The obvious solution to this symptom is to increase the number or frequency of vehicle spawns in the game. However, this was not the actual problem. What the admin changed was where people were spawning. Players were spawning along the coast, a much narrower range of areas than previously. The result of this is that the people who spawn first get in a vehicle and drive away, die somewhere inland, and repeat. So eventually, players have organically moved all the cars that were at the coast to somewhere slightly inland. The perception was that there were fewer cars, when really the issue was that the players were moving them basically in one direction, away from the coast. Since no one was spawning inland, the cars that made it even to the first set of towns away from the coast were staying there. People weren't driving any cars from inland back out to the coast, or at least not enough to make a difference.

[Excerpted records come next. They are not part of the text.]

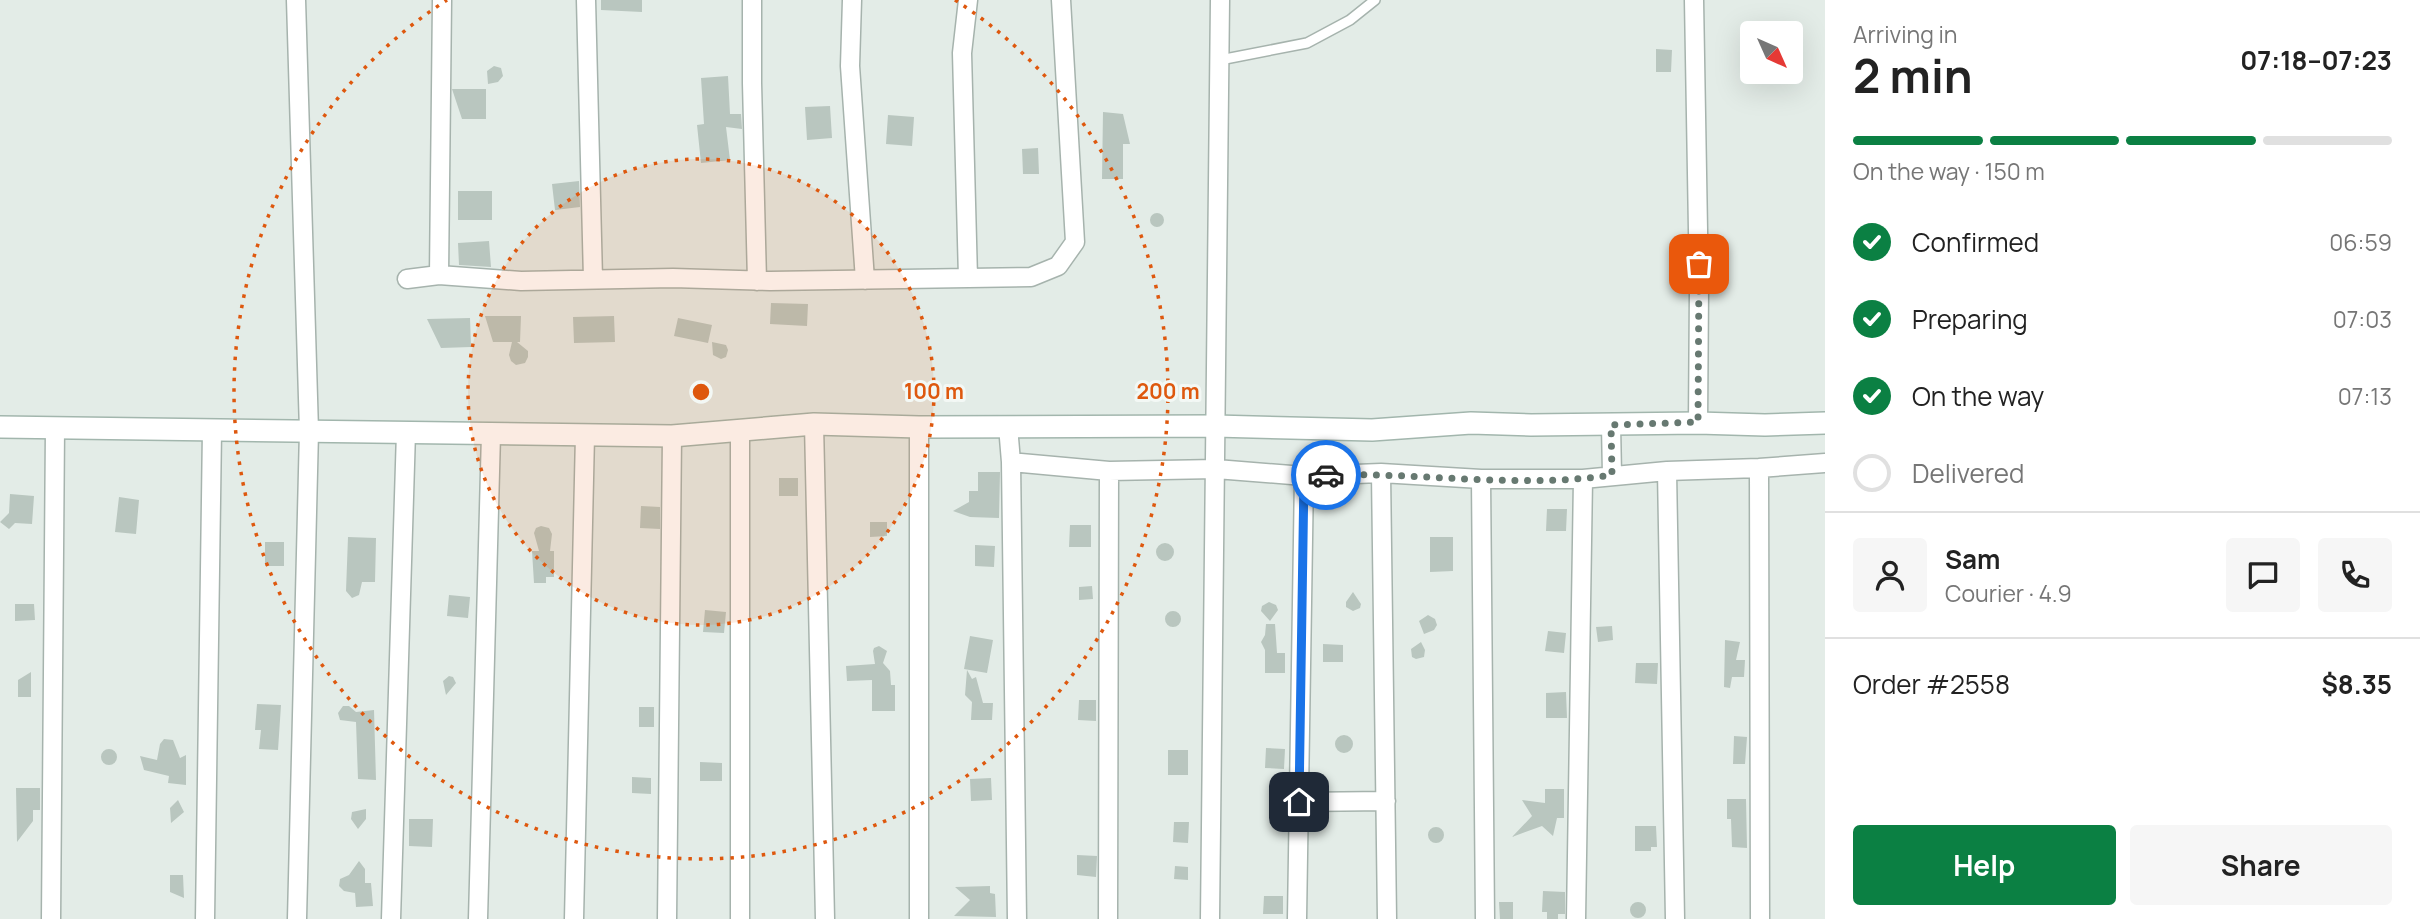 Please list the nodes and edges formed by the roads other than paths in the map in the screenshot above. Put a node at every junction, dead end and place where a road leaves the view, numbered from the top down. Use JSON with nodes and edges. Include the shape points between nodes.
{"nodes":[{"id":1,"x":296,"y":0,"type":"edge"},
{"id":2,"x":442,"y":0,"type":"edge"},
{"id":3,"x":586,"y":0,"type":"edge"},
{"id":4,"x":752,"y":0,"type":"edge"},
{"id":5,"x":852,"y":0,"type":"edge"},
{"id":6,"x":968,"y":0,"type":"edge"},
{"id":7,"x":1061,"y":0,"type":"edge"},
{"id":8,"x":1220,"y":0,"type":"edge"},
{"id":9,"x":1375,"y":0,"type":"edge"},
{"id":10,"x":1694,"y":0,"type":"edge"},
{"id":11,"x":1220,"y":60,"type":"junction"},
{"id":12,"x":439,"y":275,"type":"junction"},
{"id":13,"x":968,"y":278,"type":"junction"},
{"id":14,"x":407,"y":279,"type":"dead end"},
{"id":15,"x":593,"y":279,"type":"junction"},
{"id":16,"x":864,"y":280,"type":"junction"},
{"id":17,"x":757,"y":281,"type":"junction"},
{"id":18,"x":1698,"y":422,"type":"junction"},
{"id":19,"x":1825,"y":423,"type":"edge"},
{"id":20,"x":814,"y":424,"type":"junction"},
{"id":21,"x":1611,"y":425,"type":"junction"},
{"id":22,"x":1008,"y":426,"type":"junction"},
{"id":23,"x":1216,"y":426,"type":"junction"},
{"id":24,"x":0,"y":427,"type":"edge"},
{"id":25,"x":919,"y":427,"type":"junction"},
{"id":26,"x":55,"y":428,"type":"junction"},
{"id":27,"x":212,"y":430,"type":"junction"},
{"id":28,"x":740,"y":430,"type":"junction"},
{"id":29,"x":309,"y":431,"type":"junction"},
{"id":30,"x":406,"y":432,"type":"junction"},
{"id":31,"x":491,"y":433,"type":"junction"},
{"id":32,"x":584,"y":435,"type":"junction"},
{"id":33,"x":672,"y":436,"type":"junction"},
{"id":34,"x":1010,"y":461,"type":"junction"},
{"id":35,"x":1825,"y":463,"type":"edge"},
{"id":36,"x":1759,"y":468,"type":"junction"},
{"id":37,"x":1216,"y":469,"type":"junction"},
{"id":38,"x":1109,"y":471,"type":"junction"},
{"id":39,"x":1667,"y":471,"type":"junction"},
{"id":40,"x":1381,"y":473,"type":"junction"},
{"id":41,"x":1612,"y":475,"type":"junction"},
{"id":42,"x":1304,"y":476,"type":"junction"},
{"id":43,"x":1481,"y":479,"type":"junction"},
{"id":44,"x":1583,"y":480,"type":"junction"},
{"id":45,"x":1386,"y":801,"type":"junction"},
{"id":46,"x":1299,"y":802,"type":"junction"},
{"id":47,"x":51,"y":919,"type":"edge"},
{"id":48,"x":205,"y":919,"type":"edge"},
{"id":49,"x":297,"y":919,"type":"edge"},
{"id":50,"x":391,"y":919,"type":"edge"},
{"id":51,"x":478,"y":919,"type":"edge"},
{"id":52,"x":574,"y":919,"type":"edge"},
{"id":53,"x":667,"y":919,"type":"edge"},
{"id":54,"x":740,"y":919,"type":"edge"},
{"id":55,"x":825,"y":919,"type":"edge"},
{"id":56,"x":919,"y":919,"type":"edge"},
{"id":57,"x":1017,"y":919,"type":"edge"},
{"id":58,"x":1108,"y":919,"type":"edge"},
{"id":59,"x":1210,"y":919,"type":"edge"},
{"id":60,"x":1297,"y":919,"type":"edge"},
{"id":61,"x":1387,"y":919,"type":"edge"},
{"id":62,"x":1485,"y":919,"type":"edge"},
{"id":63,"x":1576,"y":919,"type":"edge"},
{"id":64,"x":1675,"y":919,"type":"edge"},
{"id":65,"x":1760,"y":919,"type":"edge"}],
"edges":[{"from":1,"to":29,"type":"street"},
{"from":2,"to":12,"type":"street"},
{"from":3,"to":15,"type":"street"},
{"from":4,"to":17,"type":"street"},
{"from":5,"to":16,"type":"street","via":[[850,66]]},
{"from":6,"to":13,"type":"street","via":[[962,53]]},
{"from":7,"to":13,"type":"street","via":[[1075,242],[1058,266],[1031,277]]},
{"from":8,"to":11,"type":"street"},
{"from":9,"to":11,"type":"lane","via":[[1350,20],[1307,43]]},
{"from":10,"to":18,"type":"street"},
{"from":11,"to":23,"type":"street"},
{"from":12,"to":14,"type":"street"},
{"from":12,"to":15,"type":"street","via":[[521,281]]},
{"from":13,"to":16,"type":"street"},
{"from":15,"to":17,"type":"street"},
{"from":16,"to":17,"type":"street"},
{"from":18,"to":19,"type":"street"},
{"from":18,"to":21,"type":"street"},
{"from":20,"to":25,"type":"street"},
{"from":20,"to":28,"type":"street"},
{"from":20,"to":55,"type":"street"},
{"from":21,"to":23,"type":"street","via":[[1471,423],[1372,430]]},
{"from":21,"to":41,"type":"street"},
{"from":22,"to":23,"type":"street"},
{"from":22,"to":25,"type":"street"},
{"from":22,"to":34,"type":"street"},
{"from":23,"to":37,"type":"street"},
{"from":24,"to":26,"type":"street"},
{"from":25,"to":56,"type":"street"},
{"from":26,"to":27,"type":"street"},
{"from":26,"to":47,"type":"street"},
{"from":27,"to":29,"type":"street"},
{"from":27,"to":48,"type":"street"},
{"from":28,"to":33,"type":"street"},
{"from":28,"to":54,"type":"street"},
{"from":29,"to":30,"type":"street"},
{"from":29,"to":49,"type":"street"},
{"from":30,"to":31,"type":"street"},
{"from":30,"to":50,"type":"street"},
{"from":31,"to":32,"type":"street"},
{"from":31,"to":51,"type":"street"},
{"from":32,"to":33,"type":"street"},
{"from":32,"to":52,"type":"street"},
{"from":33,"to":53,"type":"street"},
{"from":34,"to":38,"type":"street"},
{"from":34,"to":57,"type":"street"},
{"from":35,"to":36,"type":"street"},
{"from":36,"to":39,"type":"street"},
{"from":36,"to":65,"type":"street"},
{"from":37,"to":38,"type":"street"},
{"from":37,"to":42,"type":"street"},
{"from":37,"to":59,"type":"street"},
{"from":38,"to":58,"type":"street"},
{"from":39,"to":41,"type":"street"},
{"from":39,"to":64,"type":"street"},
{"from":40,"to":42,"type":"street"},
{"from":40,"to":43,"type":"street"},
{"from":40,"to":45,"type":"street"},
{"from":41,"to":44,"type":"street"},
{"from":42,"to":46,"type":"street"},
{"from":43,"to":44,"type":"street"},
{"from":43,"to":62,"type":"street"},
{"from":44,"to":63,"type":"street"},
{"from":45,"to":46,"type":"street"},
{"from":45,"to":61,"type":"street"},
{"from":46,"to":60,"type":"street"}]}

By changing the spawning area, the admin did not just create a vehicle shortage. Because the sixty-or-so players were all spawning in about ten locations, rather than forty or fifty, there were far more shoot-outs in those spawning locations than when the spawns were spread out. These shoot-outs were often between pistols, since very few people had any access to higher grade weapons. Secondly, they are usually fatal, so at least one of the participants respawns again on the coast, exacerbating the problem.
So, there are no vehicles on the coast, there are many players, who continue to fight, and kill each other, and respawn again on the coast. Getting inland became doubly difficult. This has another knock-on affect, impacting the experience of being inland itself. Prior to these changes, the distribution of spawn locations and the high mobility offered by vehicles led to the entire map being "in play." Unlike DayZ where certain obvious paths became well-worn between highly-valued locations, Wasteland was less predictable. One could expect an encounter at any moment, or could dig in almost anywhere and set up an ambush. After the changes, with a large percentage of the population stuck in a coastal deathmatch, the rest of the map is desolate.

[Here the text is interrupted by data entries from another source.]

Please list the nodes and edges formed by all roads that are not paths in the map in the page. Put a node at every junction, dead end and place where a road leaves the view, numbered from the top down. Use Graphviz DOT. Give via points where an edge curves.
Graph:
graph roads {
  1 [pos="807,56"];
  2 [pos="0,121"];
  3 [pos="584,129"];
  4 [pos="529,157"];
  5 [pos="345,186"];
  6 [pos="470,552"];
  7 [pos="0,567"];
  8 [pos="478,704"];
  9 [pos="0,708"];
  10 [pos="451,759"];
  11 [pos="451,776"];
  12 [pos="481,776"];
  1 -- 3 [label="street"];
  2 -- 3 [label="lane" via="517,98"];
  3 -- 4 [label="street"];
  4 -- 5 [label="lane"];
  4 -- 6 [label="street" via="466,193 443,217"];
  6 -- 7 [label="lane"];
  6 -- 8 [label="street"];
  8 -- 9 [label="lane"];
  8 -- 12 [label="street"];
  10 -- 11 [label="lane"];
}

I have asked, but have yet to hear a cogent answer as to the purpose of these spawn-point changes. I'm not sure what the admin was seeking to do, but I'm sure this isn't the effect he wanted. The example is illustrative though--how one change can have such dramatic impacts, and how the symptoms ("Why aren't there any vehicles anymore?!?!") do not always point to the real problem. As I said above, game design operates at one remove: you design rules, but what you want to create is play.